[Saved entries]
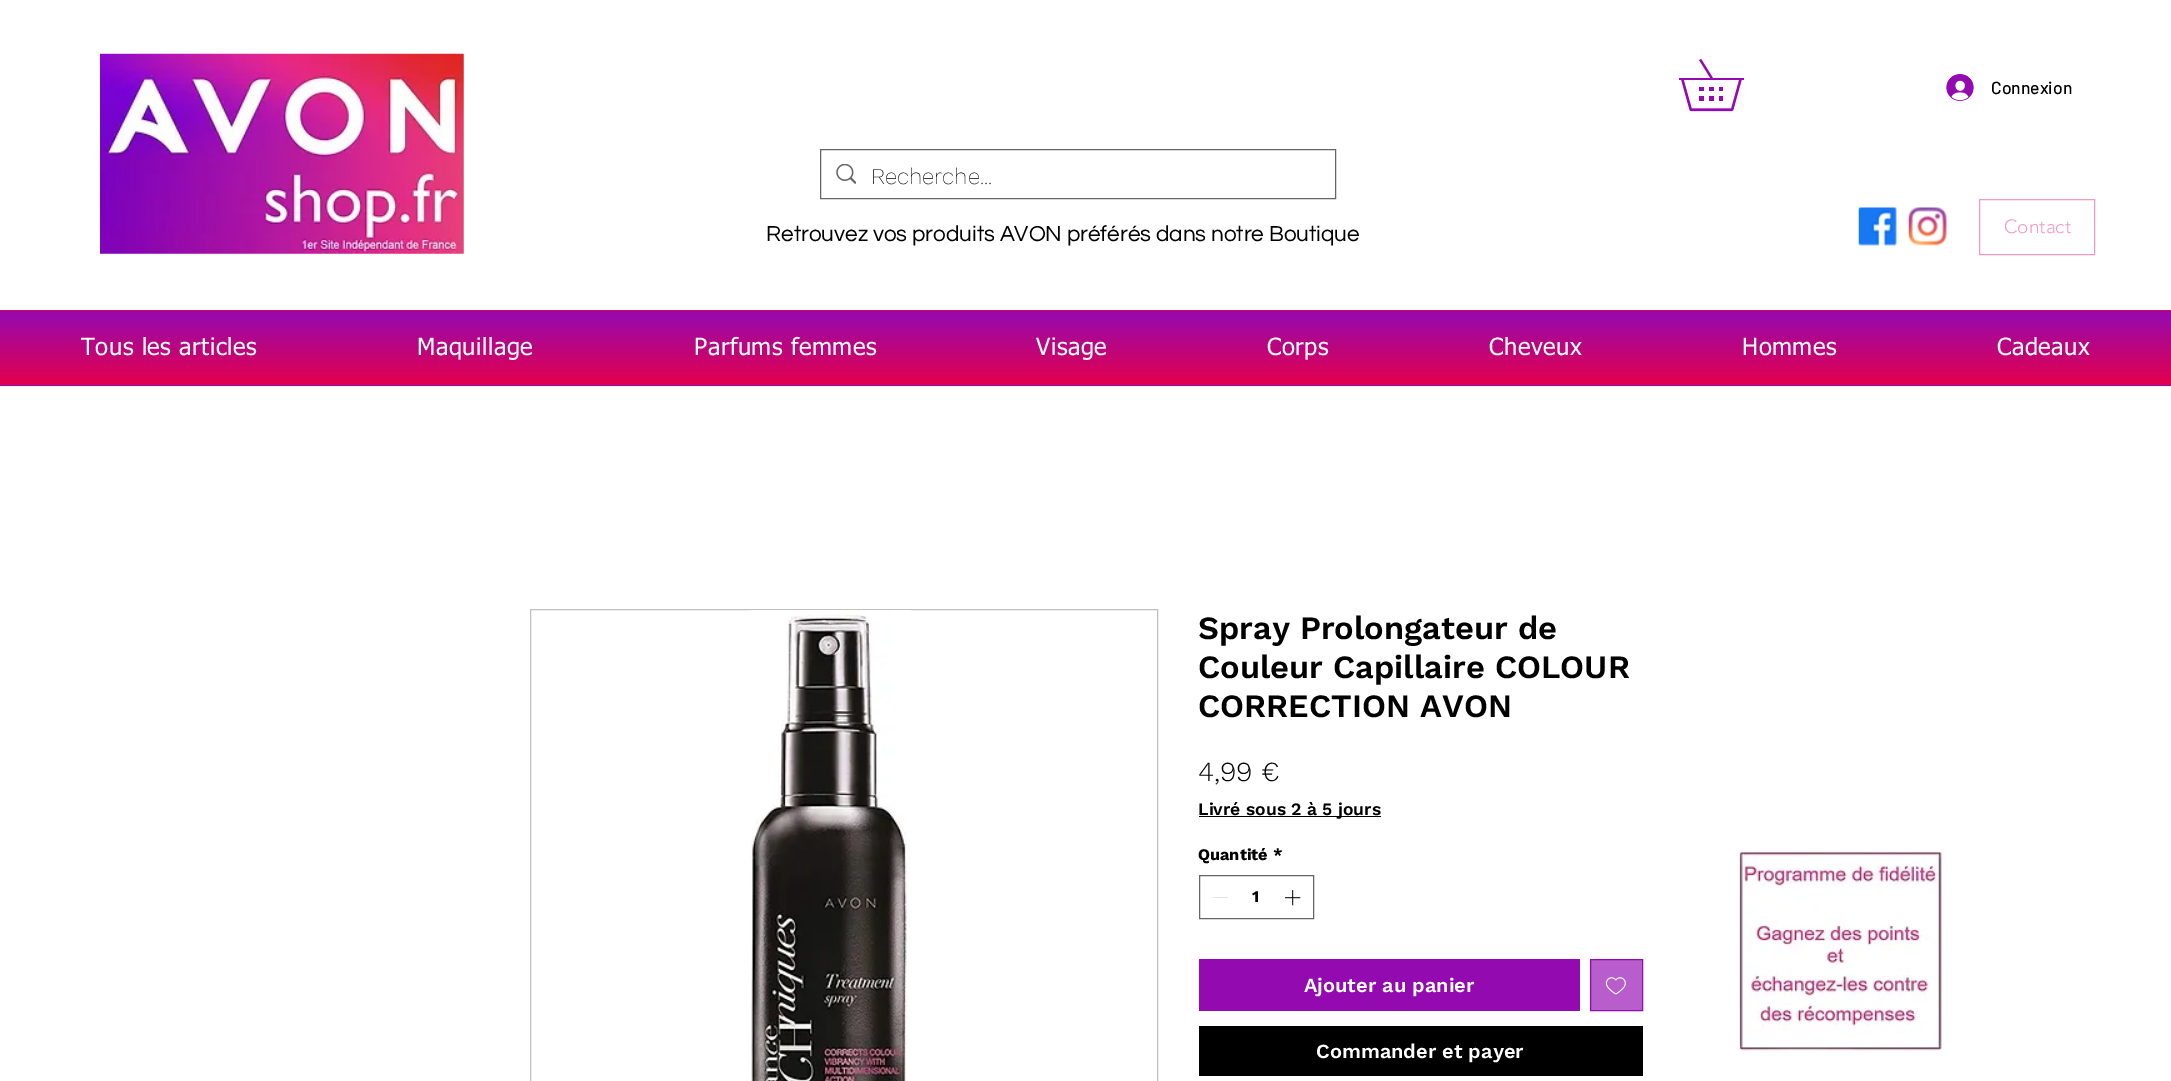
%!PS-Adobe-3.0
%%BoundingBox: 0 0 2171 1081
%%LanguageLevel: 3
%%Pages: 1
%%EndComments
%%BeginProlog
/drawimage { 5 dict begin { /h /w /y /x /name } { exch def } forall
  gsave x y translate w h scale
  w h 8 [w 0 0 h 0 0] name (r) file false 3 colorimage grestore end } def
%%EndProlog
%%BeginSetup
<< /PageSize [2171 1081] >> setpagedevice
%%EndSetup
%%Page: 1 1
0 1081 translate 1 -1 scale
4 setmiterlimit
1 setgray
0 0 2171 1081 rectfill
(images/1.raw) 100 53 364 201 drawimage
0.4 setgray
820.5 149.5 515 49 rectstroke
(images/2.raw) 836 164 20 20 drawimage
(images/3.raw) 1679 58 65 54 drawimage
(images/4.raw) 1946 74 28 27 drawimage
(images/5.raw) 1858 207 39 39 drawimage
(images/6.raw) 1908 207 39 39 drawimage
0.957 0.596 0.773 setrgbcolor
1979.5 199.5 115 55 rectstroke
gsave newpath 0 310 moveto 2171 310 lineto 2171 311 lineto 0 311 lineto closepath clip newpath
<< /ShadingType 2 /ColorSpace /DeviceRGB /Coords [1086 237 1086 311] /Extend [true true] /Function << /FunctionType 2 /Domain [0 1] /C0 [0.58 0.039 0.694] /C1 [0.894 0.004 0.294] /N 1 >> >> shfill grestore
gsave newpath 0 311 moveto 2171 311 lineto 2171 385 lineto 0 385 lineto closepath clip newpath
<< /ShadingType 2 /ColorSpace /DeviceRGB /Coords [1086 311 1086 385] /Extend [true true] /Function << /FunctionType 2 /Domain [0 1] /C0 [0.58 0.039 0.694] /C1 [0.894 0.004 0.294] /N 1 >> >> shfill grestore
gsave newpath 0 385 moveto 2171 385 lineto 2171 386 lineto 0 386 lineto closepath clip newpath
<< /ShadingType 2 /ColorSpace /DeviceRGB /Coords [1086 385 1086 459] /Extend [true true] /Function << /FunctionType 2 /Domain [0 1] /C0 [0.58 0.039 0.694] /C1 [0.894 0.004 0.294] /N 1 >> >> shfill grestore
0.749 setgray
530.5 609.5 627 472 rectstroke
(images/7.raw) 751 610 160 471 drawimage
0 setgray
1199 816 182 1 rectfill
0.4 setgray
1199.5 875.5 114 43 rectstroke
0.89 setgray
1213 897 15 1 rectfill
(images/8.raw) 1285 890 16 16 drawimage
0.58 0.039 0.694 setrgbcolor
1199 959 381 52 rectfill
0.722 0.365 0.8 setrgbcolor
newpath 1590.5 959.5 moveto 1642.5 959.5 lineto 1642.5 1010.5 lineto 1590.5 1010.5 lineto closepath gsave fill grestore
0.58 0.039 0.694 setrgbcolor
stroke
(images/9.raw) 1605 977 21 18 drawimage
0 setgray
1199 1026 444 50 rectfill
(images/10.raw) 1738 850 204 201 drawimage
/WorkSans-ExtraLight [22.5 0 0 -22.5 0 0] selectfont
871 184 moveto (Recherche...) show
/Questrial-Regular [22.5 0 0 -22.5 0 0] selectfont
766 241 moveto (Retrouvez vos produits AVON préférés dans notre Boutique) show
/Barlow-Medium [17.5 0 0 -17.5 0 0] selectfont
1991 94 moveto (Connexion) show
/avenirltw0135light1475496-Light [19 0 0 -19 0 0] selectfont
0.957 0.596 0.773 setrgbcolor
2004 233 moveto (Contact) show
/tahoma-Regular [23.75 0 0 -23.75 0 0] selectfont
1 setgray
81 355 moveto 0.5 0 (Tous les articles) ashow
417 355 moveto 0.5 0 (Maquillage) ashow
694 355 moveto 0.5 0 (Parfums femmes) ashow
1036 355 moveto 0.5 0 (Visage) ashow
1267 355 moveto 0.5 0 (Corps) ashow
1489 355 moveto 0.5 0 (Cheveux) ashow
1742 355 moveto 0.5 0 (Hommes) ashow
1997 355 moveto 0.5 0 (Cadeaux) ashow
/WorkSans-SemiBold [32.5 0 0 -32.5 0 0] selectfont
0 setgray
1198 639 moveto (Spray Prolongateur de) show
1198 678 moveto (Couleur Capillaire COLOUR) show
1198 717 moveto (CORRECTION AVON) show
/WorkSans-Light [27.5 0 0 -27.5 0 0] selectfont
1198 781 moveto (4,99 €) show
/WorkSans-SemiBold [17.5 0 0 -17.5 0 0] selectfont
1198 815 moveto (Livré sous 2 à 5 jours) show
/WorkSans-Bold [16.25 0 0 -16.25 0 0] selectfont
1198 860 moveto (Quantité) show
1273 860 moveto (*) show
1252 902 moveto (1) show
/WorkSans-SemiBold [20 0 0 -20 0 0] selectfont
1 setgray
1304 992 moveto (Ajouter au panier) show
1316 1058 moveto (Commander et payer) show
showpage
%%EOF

# [About this exercise]
The range runs from the line above containing "5 dict begin" to the line containing "0 1081 translate 1 -1 scale", inclusive. Restate those lines word for word and no others.

# [Reply to the exercise]
/drawimage { 5 dict begin { /h /w /y /x /name } { exch def } forall
  gsave x y translate w h scale
  w h 8 [w 0 0 h 0 0] name (r) file false 3 colorimage grestore end } def
%%EndProlog
%%BeginSetup
<< /PageSize [2171 1081] >> setpagedevice
%%EndSetup
%%Page: 1 1
0 1081 translate 1 -1 scale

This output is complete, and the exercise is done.